The steamer Empire City arrived at New York, from Chagres, on the 13th inst, bringing $700,000 in gold. Her news is important, although the ac-counts from the diggings do not differ much from those brought by previous arrivals. During the month of July there arrived at San Francisco 3614 persons, about 3000 of whom were Americans, and 49 females.
Among the vessels arrived are the Edward Everett, Capitol, Suliotte, of Belfast, and Daniel Webster.
There had been some rioting at San Francisco, but the rioters had been overpowered and sentenced to punishment.
There had been an election of delegates to a con-vention for forming a constitution, 5 of whom were sent by San Francisco. The agents of the General Government appear to have everything their own way, as most of the people are too busy with their gold-digging to attend to political matters.
The following extracts from a letter written by a trustworthy mechanic, will give a tolerable idea of the state of things at San Francisco.
"I have visited out of curiosity several gambling houses in town, and have seen men loose or win hundreds and thousands of dollars as careless as a man would be in Boston playing with coppers. I can safely say that I never saw so much money be-fore in all my life as I have seen here. Night be-fore last a man went into one of the gambling hous-es and won $700 and started for home. He was followed, robbed, and nearly killed. As for law, there is none. But there is a party here called the hounds, composed of a part of Col. Stephenson's regi-ment of discharged volunteers, and headed by some of the first men of the place. If any person (pro-vided he is an American) is injured or robbed by any one, no matter who, all he has to do, is to let them know the man that done it, and he is a gone coon: that is, he is shot and his house torn down and his money divided amongst the crowd. One of these scrapes came off last night. Some Chilians, accused of robbing a man, had to suffer; five or six were killed, tents torn down, and thousands of dollars taken from them. Things are perfectly safe out of doors. A man might leave his chest out on the beach all night and no one would dare touch it, for if he is caught stealing he will be shot right down."

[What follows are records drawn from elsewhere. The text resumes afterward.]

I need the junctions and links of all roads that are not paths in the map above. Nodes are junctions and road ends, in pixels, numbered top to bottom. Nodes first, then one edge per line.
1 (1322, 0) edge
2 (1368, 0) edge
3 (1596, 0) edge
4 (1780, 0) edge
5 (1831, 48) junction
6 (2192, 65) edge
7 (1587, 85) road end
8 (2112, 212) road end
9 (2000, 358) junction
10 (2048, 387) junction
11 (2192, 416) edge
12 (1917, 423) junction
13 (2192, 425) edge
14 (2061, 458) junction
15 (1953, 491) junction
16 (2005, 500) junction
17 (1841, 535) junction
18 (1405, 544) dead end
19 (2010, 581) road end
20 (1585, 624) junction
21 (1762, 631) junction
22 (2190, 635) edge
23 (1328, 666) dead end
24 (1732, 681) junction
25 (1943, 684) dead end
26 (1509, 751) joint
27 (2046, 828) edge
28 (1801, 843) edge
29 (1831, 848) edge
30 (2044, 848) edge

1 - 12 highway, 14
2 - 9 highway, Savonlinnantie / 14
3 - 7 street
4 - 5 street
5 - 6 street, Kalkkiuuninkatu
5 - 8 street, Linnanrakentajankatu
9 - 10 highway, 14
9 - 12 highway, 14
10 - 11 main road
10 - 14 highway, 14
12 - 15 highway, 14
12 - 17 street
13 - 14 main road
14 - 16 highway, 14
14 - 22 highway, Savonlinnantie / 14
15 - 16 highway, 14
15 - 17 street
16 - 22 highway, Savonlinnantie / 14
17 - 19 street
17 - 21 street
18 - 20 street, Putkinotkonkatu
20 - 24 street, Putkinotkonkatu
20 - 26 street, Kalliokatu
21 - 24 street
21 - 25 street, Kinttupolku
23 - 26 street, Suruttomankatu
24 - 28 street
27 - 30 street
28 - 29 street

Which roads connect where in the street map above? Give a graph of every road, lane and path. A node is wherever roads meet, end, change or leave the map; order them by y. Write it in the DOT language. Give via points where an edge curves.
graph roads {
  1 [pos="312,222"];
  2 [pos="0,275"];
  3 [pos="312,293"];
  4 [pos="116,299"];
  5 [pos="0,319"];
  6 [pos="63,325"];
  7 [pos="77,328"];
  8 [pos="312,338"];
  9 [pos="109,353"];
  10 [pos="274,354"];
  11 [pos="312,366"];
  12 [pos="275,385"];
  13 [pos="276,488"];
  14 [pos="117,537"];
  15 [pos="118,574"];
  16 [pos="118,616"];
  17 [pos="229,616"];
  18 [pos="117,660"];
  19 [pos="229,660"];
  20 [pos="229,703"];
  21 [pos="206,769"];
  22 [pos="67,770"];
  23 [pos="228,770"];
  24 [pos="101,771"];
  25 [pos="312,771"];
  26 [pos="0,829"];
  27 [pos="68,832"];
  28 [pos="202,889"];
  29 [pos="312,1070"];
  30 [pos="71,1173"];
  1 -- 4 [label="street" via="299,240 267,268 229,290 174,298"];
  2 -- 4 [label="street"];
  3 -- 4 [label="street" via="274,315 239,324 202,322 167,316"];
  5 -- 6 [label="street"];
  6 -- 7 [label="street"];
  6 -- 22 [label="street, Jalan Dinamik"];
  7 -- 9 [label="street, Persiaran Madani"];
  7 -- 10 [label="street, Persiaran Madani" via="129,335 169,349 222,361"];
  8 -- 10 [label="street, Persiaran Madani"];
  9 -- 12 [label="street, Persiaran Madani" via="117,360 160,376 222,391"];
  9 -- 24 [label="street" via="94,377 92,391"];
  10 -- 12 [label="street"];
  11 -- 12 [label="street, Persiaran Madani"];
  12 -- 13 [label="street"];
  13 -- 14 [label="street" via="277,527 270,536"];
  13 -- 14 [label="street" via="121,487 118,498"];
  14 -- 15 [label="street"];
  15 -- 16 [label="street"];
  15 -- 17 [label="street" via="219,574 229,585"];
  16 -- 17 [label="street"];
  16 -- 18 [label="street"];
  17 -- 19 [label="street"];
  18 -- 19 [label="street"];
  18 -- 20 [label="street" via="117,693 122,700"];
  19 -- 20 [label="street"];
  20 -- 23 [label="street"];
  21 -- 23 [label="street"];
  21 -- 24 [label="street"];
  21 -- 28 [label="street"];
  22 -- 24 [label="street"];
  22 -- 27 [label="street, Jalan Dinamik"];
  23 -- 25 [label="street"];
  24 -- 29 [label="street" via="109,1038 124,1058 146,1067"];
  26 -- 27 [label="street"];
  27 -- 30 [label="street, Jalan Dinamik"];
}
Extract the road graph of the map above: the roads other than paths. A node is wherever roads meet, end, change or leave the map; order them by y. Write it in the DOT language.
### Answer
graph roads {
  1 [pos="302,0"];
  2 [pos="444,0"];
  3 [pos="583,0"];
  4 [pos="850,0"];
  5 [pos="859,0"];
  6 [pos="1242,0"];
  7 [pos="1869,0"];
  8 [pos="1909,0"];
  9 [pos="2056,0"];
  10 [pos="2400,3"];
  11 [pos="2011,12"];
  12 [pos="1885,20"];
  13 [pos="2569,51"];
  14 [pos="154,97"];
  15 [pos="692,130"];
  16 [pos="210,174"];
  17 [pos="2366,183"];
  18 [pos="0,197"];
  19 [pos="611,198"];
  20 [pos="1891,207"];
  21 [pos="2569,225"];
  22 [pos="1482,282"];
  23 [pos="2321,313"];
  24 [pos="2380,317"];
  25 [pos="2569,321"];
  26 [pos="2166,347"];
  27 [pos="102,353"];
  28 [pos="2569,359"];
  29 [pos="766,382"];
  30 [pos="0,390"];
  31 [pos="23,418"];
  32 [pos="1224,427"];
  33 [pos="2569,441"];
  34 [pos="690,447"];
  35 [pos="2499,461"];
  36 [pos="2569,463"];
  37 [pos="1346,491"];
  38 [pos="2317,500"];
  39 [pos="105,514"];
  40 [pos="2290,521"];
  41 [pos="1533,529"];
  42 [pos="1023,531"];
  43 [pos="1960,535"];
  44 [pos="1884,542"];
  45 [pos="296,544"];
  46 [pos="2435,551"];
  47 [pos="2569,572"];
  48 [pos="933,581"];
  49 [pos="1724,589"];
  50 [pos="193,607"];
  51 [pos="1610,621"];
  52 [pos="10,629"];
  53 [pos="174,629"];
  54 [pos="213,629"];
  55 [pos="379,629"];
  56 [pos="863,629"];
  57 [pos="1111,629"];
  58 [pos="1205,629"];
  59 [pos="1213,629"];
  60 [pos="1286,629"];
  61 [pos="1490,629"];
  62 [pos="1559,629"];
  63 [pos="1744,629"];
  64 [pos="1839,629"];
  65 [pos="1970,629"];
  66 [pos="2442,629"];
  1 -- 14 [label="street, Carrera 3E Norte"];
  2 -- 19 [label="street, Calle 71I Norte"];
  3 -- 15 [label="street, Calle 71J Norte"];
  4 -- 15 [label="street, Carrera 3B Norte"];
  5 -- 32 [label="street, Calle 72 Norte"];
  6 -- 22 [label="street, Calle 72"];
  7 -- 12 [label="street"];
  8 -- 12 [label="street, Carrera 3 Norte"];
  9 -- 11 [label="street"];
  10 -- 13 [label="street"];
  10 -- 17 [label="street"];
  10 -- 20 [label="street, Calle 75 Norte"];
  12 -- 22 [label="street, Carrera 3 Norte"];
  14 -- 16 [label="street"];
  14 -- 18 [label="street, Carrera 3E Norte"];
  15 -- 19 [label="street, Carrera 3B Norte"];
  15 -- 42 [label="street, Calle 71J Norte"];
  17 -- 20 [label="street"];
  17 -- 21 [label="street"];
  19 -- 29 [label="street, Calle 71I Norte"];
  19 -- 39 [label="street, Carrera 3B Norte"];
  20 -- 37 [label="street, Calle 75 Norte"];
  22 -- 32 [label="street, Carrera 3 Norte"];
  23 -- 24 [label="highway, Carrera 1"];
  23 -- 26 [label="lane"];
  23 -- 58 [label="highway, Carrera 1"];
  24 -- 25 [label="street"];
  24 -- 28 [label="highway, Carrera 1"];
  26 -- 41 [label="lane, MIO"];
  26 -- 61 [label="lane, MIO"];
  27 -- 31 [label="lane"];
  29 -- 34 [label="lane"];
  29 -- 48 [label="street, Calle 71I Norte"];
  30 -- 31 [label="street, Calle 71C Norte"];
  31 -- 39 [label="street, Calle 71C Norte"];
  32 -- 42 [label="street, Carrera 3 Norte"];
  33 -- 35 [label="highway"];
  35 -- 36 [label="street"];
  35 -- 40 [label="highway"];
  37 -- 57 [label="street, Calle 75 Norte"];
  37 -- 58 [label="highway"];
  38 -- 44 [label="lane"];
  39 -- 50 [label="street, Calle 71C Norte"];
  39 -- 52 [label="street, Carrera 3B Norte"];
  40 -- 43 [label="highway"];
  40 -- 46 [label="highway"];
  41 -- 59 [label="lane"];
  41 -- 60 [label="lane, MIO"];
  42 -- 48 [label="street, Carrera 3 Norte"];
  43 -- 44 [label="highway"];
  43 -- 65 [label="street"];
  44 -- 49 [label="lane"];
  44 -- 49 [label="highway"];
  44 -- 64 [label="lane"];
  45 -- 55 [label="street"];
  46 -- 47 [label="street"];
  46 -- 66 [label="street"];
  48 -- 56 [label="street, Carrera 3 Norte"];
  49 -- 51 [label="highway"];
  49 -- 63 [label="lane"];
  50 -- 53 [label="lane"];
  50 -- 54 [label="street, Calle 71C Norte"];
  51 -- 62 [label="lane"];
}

It was found upon inquiry that the hounds had been engaged in some scrapes about town not altogether coinciding with law and order. The robbery that was laid to the Chilians, it was ascertained, was committed by one of their own number, and several other murders and numerous robberies. According-ly two or three merchants, smart fellows, harrangued the people and called on them to assist in preserving the public peace. In about half an hour they had collected together about two or three thousand people who readily volunteered to hunt the hounds. In the mean time they got wind of what was going on and made tracks in all directions for the moun-tains. But they suceeded in arresting seventeen of them, and sent them on board the sloop-of-war War-ren, for safe keeping.
Very rich deposits have been found on the North Fork of the American river. At a place known as Smith's Bar, digging has been attended with great good fortune. There is a story of a Baltimorean, who has recently arrived in this country, having taken in one week, upwards of $6,000 in gold from one spot, and this unaided, and with common min-ing implements. The report is generally accredited in the north. The daily average per man, from the best authenticated accounts in our possession, can be safely set down at one ounce. There are many who do far better than this; while there are others who scarcely procure this sum.
The Mormon Island Mining Association has nearly completed the dam at that point. It is pre-sumed in three weeks they will turn the river from its bed. Shares in this work are now selling for, $5,000. At the junction of the Forks above this point is another association for a similar purpose, and great numbers are at work.
On the Yuba river, about 50 miles from its mouth, new washings have been recently discovered, where it is represented the miners are highly successful.—On Feather river, also, discoveries are reported to have been made.
Although the excessively warm weather has set in, it is not accompanied by the amount of sickness apprehended. But very few cases are believed to exist in the Sacramento valley. It may be that the scourge of fever will be spared its citizens this sea-son, as the winter inundations were not so severe as those of the preceding year. The heat is intense, notwithstanding. At Sacramento city the mercury ranges about miday, at the sweltering height of 115 degrees in the shade!
Provisions are plenty in the mines, and our in-formant states, without doubt correctly, that goods may be obtained in Sacramento city at San Fran-cisco prices. Business in the former place is brisk, improvement rapidly going on. Town, property, which three months ago was sold for four hundred, now readily commands from ten to fifteen thousand dollars!
Letters from the adventurers inform us of the death of many excellent persons who were tempted to retrieve their shattered fortunes by the delusive visions of El Dorado. Accustomed to the ease and comfort of domestic life in the city, they soon fell a prey to toil and exposure. They must be tough fellows in fact, who can hope to live through the murderous process of gold washing. “What fools we all were," is the general cry, "to leave comforta-ble homes for this hot corner of h—l." "Don't ad-vise a dog to come to California." “Not a wrinkle is to be seen upon the heaven's front from Feb. to December, while old Sol shines his severest. My neck, arms, hands, and feet are blistered. "You steam away your life in a deep hole, just large enough for full swing in your horrid labor, and all breezeless as the grave." These surely present no pictures of purple enchantment to tempt the stal-wart sons of New England from the stony fields of the old homestead.